Our Coles is underneath the iconic Coca Cola sign in Kings Cross, a neighborhood known for its bars, nightclubs and brothels. The folks I see shopping there during the day are mostly normal-looking: middle-aged working people, families, elderly people, but the occasional junkie spices things up. Kings Cross is also home to a number of youth hostels so a trip to Coles usually involves overhearing groups of German, French or Japanese backpackers debate what type of cheese to purchase for their Bondi picnics (at least that's what I imagine they're talking about).

We've lived here long enough that I often see people I know at Coles: mums from mother's group, the guy who cuts my hair. It feels comforting to run into people I know at the market even when I haven't put on makeup and have wild hair. It reminds me of childhood trips to Vons during which we'd always see friends and neighbors. I guess it provides a small sense of community within a large city.

The other familiar faces at Coles are those of the employees. There seems to be a high turnover rate among the mostly South Asian immigrants who stock the shelves and work the tills, but when you're there every day, you recognize people. It would be hard to forget a man called Joy and a lady called Sultana (the Aussie word for 'raisin'). The older lady whose arms are covered in warts regularly asks Lachie questions about whether he'd helped me do the shopping. I always answer in the affirmative on his behalf.

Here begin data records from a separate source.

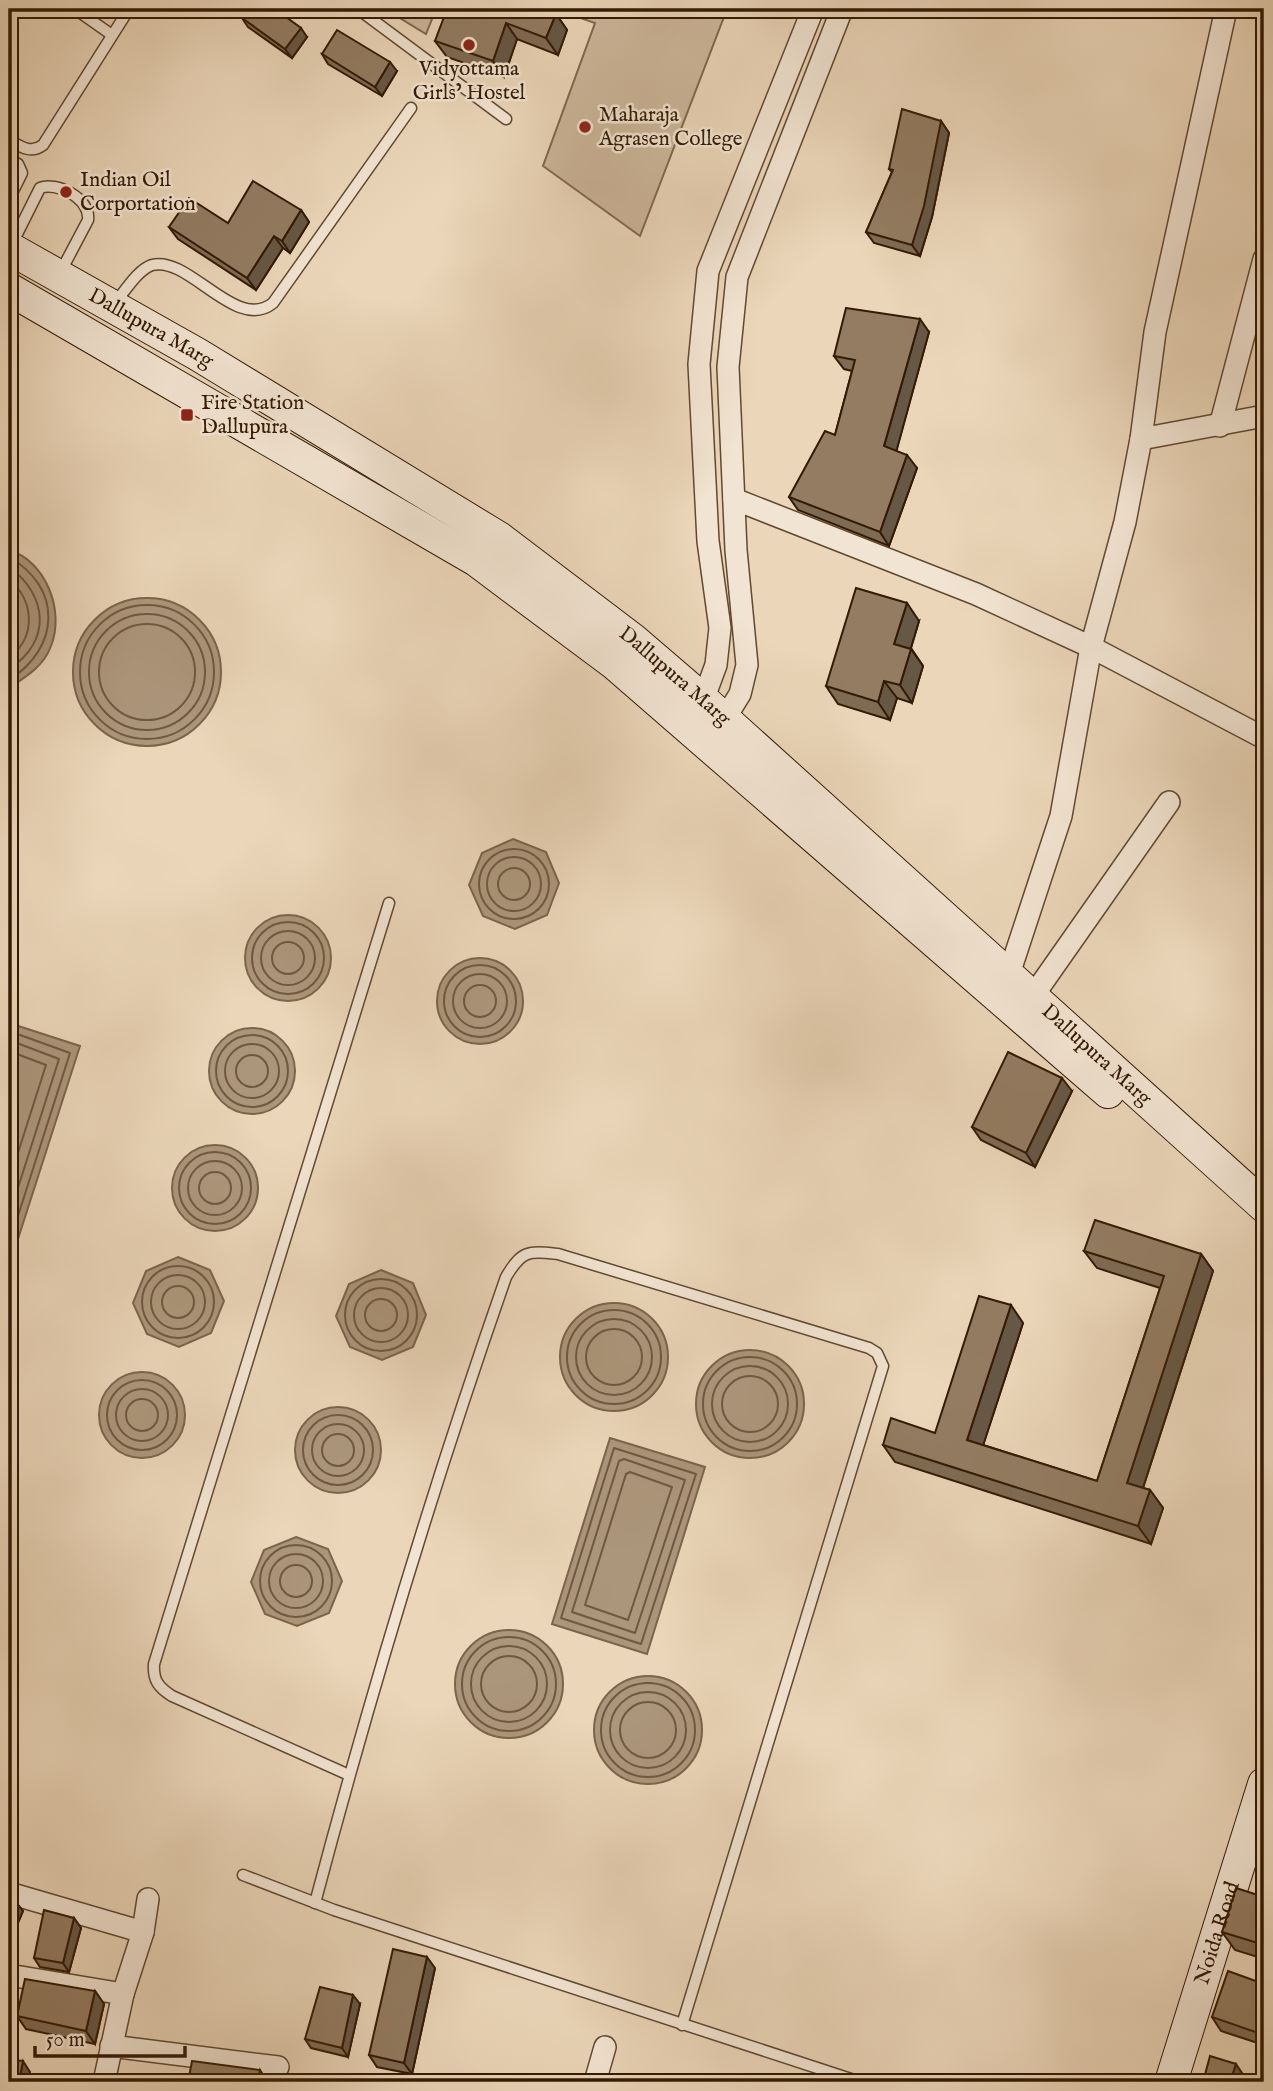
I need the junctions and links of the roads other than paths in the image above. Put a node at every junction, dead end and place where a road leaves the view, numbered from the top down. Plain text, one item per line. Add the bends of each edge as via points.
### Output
1 (75, 9) edge
2 (129, 9) edge
3 (358, 9) edge
4 (813, 9) edge
5 (842, 9) edge
6 (1226, 9) edge
7 (112, 35) junction
8 (411, 108) dead end
9 (506, 119) dead end
10 (9, 140) edge
11 (9, 159) edge
12 (9, 199) edge
13 (10, 248) edge
14 (1264, 259) edge
15 (59, 276) junction
16 (9, 289) edge
17 (112, 306) junction
18 (1264, 416) edge
19 (1220, 426) junction
20 (1141, 439) junction
21 (734, 499) junction
22 (1091, 647) junction
23 (712, 722) junction
24 (1264, 738) edge
25 (1169, 802) dead end
26 (389, 903) dead end
27 (1009, 974) junction
28 (1034, 996) junction
29 (1264, 1206) edge
30 (1264, 1228) edge
31 (349, 1775) junction
32 (1264, 1784) edge
33 (243, 1875) dead end
34 (9, 1894) edge
35 (148, 1899) dead end
36 (315, 1903) junction
37 (143, 1932) junction
38 (9, 1975) edge
39 (123, 1994) junction
40 (682, 2025) junction
41 (111, 2046) junction
42 (605, 2046) dead end
43 (278, 2067) dead end
44 (104, 2082) edge
45 (596, 2082) edge
46 (860, 2082) edge
47 (1171, 2082) edge

1 - 7 lane
2 - 7 lane
3 - 9 lane
4 - 23 street via 708,271 699,364 708,541 720,628
5 - 21 street via 737,277 728,367
6 - 20 street via 1155,332
7 - 10 lane via 43,145 27,149
8 - 17 lane via 264,310 240,307 184,274 152,265
11 - 12 lane via 22,173
13 - 15 main road, Dallupura Marg
13 - 15 lane via 40,188 50,185 82,200 88,220
14 - 19 street
15 - 17 main road, Dallupura Marg
16 - 23 main road, Dallupura Marg via 476,560 615,664 684,724
17 - 23 main road, Dallupura Marg via 499,538 632,639
18 - 19 street
19 - 20 street
20 - 22 street via 1125,522
21 - 22 street via 976,594
21 - 23 street via 747,665 740,694
22 - 24 street
22 - 27 street via 1061,816
23 - 27 main road, Dallupura Marg
23 - 30 main road, Dallupura Marg
25 - 28 street
26 - 31 lane via 153,1677 160,1689 172,1696
27 - 28 main road, Dallupura Marg
28 - 29 main road, Dallupura Marg
31 - 36 lane
31 - 40 lane via 458,1415 516,1260 530,1252 558,1254 877,1353 883,1366
32 - 47 main road, Noida Road
33 - 36 lane
34 - 37 street
35 - 37 street
36 - 40 lane
37 - 39 street
38 - 39 street
39 - 41 street
40 - 46 lane
41 - 43 street
41 - 44 street
42 - 45 street

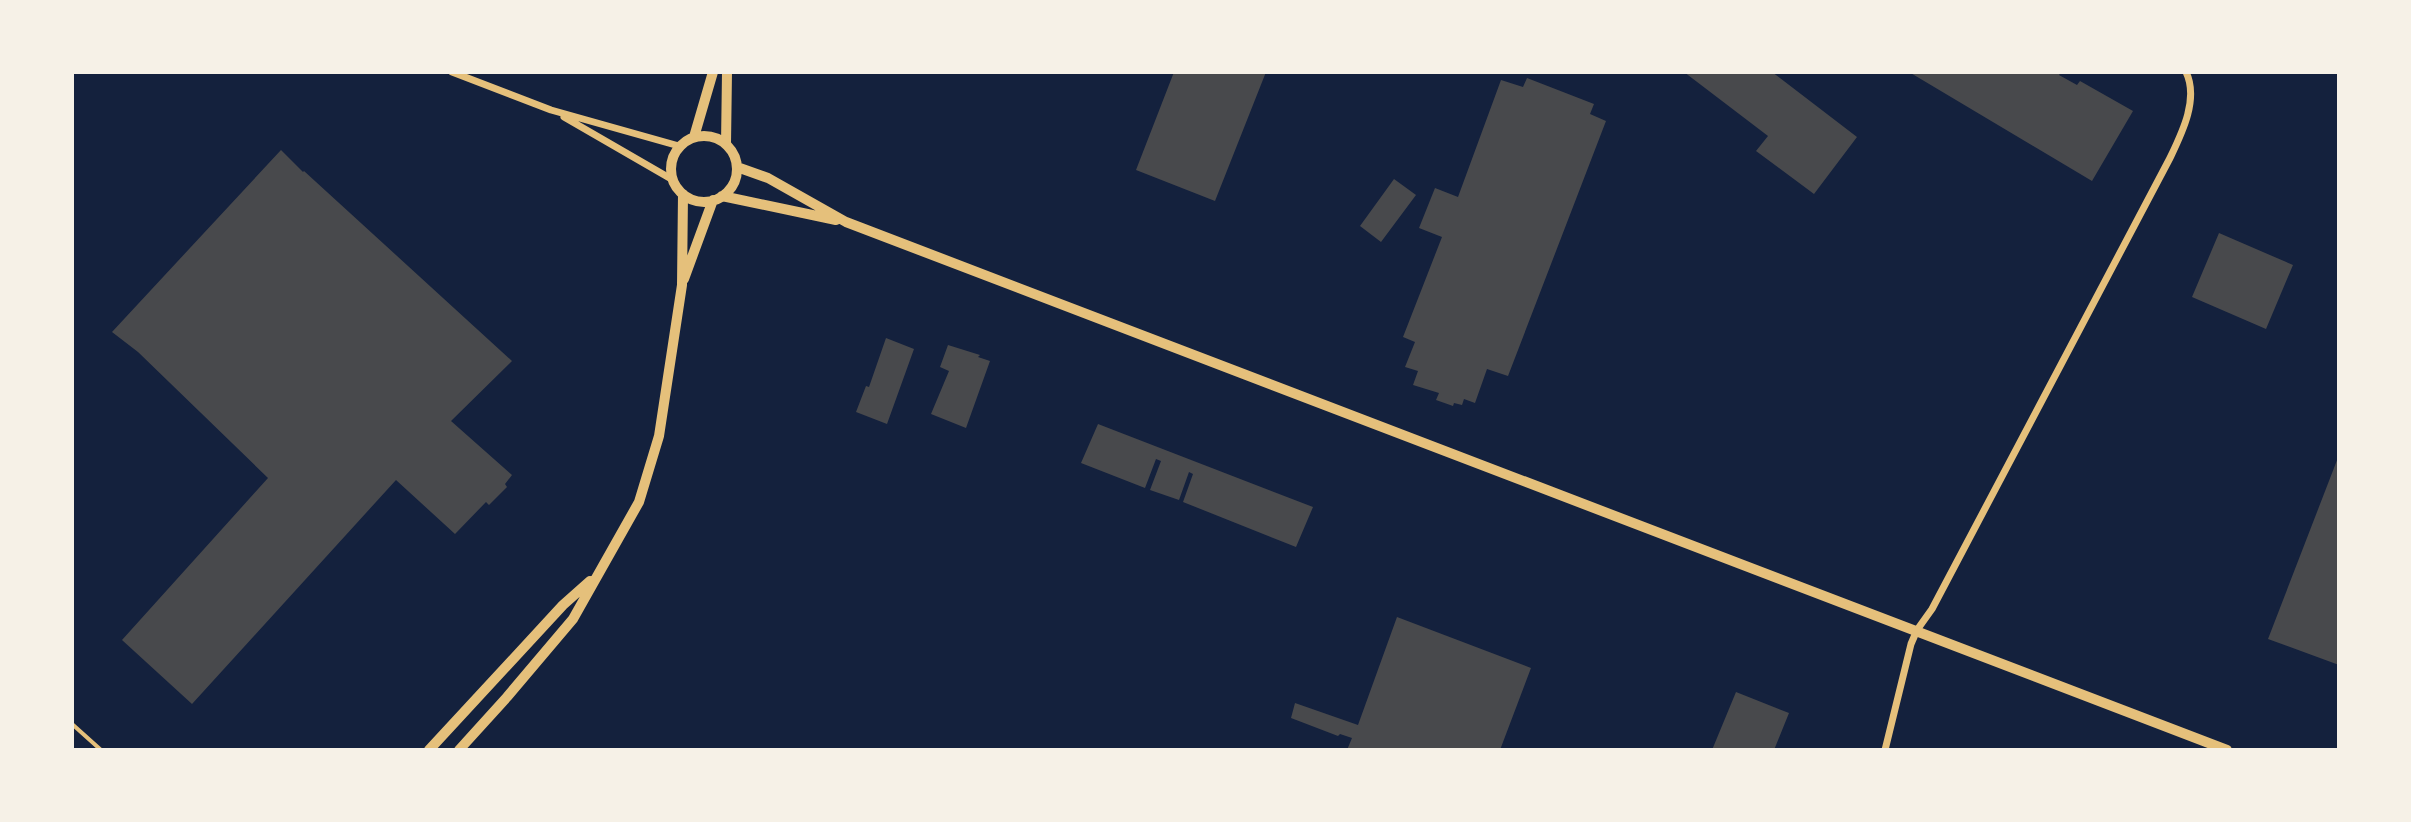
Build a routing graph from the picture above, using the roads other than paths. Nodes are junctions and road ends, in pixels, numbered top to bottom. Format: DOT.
graph roads {
  1 [pos="452,72"];
  2 [pos="713,72"];
  3 [pos="727,72"];
  4 [pos="2186,72"];
  5 [pos="551,110"];
  6 [pos="694,137"];
  7 [pos="726,144"];
  8 [pos="679,146"];
  9 [pos="737,167"];
  10 [pos="673,180"];
  11 [pos="683,194"];
  12 [pos="717,198"];
  13 [pos="846,222"];
  14 [pos="682,285"];
  15 [pos="598,575"];
  16 [pos="1917,630"];
  17 [pos="72,724"];
  18 [pos="101,750"];
  19 [pos="429,750"];
  20 [pos="459,750"];
  21 [pos="1885,750"];
  22 [pos="2227,750"];
  1 -- 5 [label="street"];
  2 -- 6 [label="main road"];
  3 -- 7 [label="main road"];
  4 -- 16 [label="street"];
  5 -- 8 [label="street"];
  5 -- 10 [label="street"];
  6 -- 7 [label="main road"];
  6 -- 8 [label="main road"];
  7 -- 9 [label="main road"];
  8 -- 10 [label="main road"];
  9 -- 12 [label="main road"];
  9 -- 13 [label="main road"];
  10 -- 11 [label="main road"];
  11 -- 12 [label="main road"];
  11 -- 14 [label="main road"];
  12 -- 13 [label="main road"];
  12 -- 14 [label="main road"];
  13 -- 16 [label="main road"];
  14 -- 15 [label="main road"];
  15 -- 19 [label="main road"];
  15 -- 20 [label="main road"];
  16 -- 21 [label="street"];
  16 -- 22 [label="main road"];
  17 -- 18 [label="lane"];
}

We don't do a lot that's terribly interesting each day, so I save up my Coles anecdotes to share with Mickey when he gets home. I update him on what's happening with the produce: blueberries are down to $3.20 a punnet again, so I bought two, or the first peaches of the season are in and they're $15/kilo! I have him try to guess who I ran into or complain about the stench of the homeless guy I waited downwind of in line. As of yesterday, the employees at the deli ask you if you want to try anything behind the counter. Free samples are not as big of a thing here as they are in the states so tasting some Virginia ham yesterday was fun. Today I couldn't try anything because I had a cough drop in my mouth when they offered.

Coles lost our business for a while when Lachie was first born. We hadn't even noticed that you couldn't get in without going up a flight of stairs and going down an escalator, but with a stroller it suddenly became a challenge. We were very cautious with our newborn and went out of our way to shop at the Woollies in Potts Point (they have a ramp). Convenience ultimately trumped caution though and now I take the stroller down the escalator.

Coles won't be my local grocery store for long and there are plenty of things about it that I won't miss: $10 boxes of cereal, the fact that dog food is refrigerated but eggs aren't, the absence of black beans and the way they replace more and more registers with those awful self check bagging stations.

I wonder what my relationship with my new local grocery store will be like. How long will it take me to learn where everything is? Will I go there everyday? How long before I start seeing other people I know there? Time will tell.